O acompanhante dos solitários
Paulo Henrique era o nome dele. Você sabe, já deve tê-lo visto em alguma festa por ai ou correndo nas aulas de educação física. É difícil não percebê-lo, ainda mais quando se é um garoto tãaaao notável. Ok, ok, se você nunca o viu já deve ter no mínimo ouvido os suspiros que alguns soltam ao vê-lo passar, é sempre assim, Haha. Espera, você ainda não o reconheceu? Que audácia a sua! Um garoto como ele merece a sua atenção, já que se todos gostam dele, porque você também não gostaria? Que audácia não conhecê-lo, pessoa que me lê. Ok, Paulo é um garoto difícil de se conhecer mesmo (até porque ele é um ser sem passado), então se não o reconheceu, posso tentar dizer então que você provavelmente já viu alguém na sua escola como ele. Você sabe, "o cara que todo mundo quer pegar". E agora? Ficou mais claro? Espero que sim, porque ainda não me profissionalizei na arte de ouvir quem me lê, então so sorry about that.

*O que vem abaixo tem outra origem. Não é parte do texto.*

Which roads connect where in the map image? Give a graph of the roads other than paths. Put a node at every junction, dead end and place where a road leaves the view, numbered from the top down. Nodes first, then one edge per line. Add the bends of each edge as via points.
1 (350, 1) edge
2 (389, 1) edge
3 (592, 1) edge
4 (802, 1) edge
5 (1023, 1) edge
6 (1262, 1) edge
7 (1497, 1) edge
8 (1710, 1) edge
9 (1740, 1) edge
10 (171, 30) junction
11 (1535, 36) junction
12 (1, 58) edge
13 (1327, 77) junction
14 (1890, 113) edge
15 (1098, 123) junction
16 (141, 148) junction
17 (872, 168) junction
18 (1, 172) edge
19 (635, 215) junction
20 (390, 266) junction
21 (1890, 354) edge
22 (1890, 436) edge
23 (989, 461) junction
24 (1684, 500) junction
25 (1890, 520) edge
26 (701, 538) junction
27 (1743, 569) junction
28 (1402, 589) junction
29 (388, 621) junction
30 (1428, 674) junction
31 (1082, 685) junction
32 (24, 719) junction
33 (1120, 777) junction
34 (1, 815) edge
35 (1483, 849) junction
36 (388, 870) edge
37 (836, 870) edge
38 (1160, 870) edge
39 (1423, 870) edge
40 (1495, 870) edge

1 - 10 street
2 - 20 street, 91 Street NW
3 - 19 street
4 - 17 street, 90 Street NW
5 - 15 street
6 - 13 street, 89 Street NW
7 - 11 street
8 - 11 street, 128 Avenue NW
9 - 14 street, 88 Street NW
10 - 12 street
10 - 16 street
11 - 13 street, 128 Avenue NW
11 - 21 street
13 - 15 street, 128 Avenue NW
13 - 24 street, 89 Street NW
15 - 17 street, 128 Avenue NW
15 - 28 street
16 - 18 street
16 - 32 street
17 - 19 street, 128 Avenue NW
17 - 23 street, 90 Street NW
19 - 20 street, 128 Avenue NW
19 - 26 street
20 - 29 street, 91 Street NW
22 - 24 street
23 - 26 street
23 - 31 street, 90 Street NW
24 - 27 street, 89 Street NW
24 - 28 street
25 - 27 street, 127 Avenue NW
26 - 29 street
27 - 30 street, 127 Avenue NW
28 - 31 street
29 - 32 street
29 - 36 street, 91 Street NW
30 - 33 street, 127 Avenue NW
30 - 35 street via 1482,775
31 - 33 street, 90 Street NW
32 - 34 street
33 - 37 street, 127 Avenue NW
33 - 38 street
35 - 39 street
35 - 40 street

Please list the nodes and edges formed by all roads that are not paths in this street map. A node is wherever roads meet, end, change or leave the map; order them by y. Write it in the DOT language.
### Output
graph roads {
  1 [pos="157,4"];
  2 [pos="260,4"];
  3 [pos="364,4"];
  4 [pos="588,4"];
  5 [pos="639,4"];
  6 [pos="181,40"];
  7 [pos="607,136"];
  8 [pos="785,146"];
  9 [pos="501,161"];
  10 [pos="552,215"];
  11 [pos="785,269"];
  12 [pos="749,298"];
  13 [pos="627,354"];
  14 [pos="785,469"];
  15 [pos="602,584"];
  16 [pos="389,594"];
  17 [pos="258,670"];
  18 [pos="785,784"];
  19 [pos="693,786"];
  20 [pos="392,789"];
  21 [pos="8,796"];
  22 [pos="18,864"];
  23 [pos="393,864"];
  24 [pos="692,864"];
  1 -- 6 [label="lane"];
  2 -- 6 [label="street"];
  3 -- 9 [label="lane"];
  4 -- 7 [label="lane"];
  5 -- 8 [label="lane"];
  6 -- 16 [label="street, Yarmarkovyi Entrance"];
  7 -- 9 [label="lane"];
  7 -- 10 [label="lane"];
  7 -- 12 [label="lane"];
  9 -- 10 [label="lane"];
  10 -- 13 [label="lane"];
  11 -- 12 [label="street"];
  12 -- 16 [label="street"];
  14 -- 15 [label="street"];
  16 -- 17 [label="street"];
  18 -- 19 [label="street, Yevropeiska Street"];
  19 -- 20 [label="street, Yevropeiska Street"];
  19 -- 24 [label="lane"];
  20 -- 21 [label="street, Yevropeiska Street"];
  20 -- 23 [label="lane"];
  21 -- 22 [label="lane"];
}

Paulo tem vários títulos como mais inteligente, mais determinado, mais bonito... Sim, ele é bem padrãozinho: alto, dos olhos claros, ombros largos, de corpo sarado, cabelo curto, barba rala e, siiiim, ele é negro, como adivinhou? Haha. Maaas, contudo, porém, to-da-vi-aaaa, ele possui um segredo. Claro que possui. Um homem desses precisa ter um defeito para ser considerado dignamente um humano. Então sim, ele tem um. Ele é apaixonado por um amante! Mas não qualquer amante, não é seu melhor amigo hétero ou algum garoto loiro mais velho que conheceu num aplicativo. Não. Ele é apaixonado pelo Antonie. Quem é este? Você deve perguntar. Ele é apenas o garoto mais efeminado do colégio Damas do Norte. Claro, gay assumido. Claro, usa saia e maquiagem. Claro, ama falar das botas em promoção na lojinha do centro que ele quer tanto comprar. Claro, é gordinho (somos bem parecidos parando para pensar agora). E claro, está na mesma sala que Paulo. O que faz com que seja difícil para ele não demonstrar o que sente.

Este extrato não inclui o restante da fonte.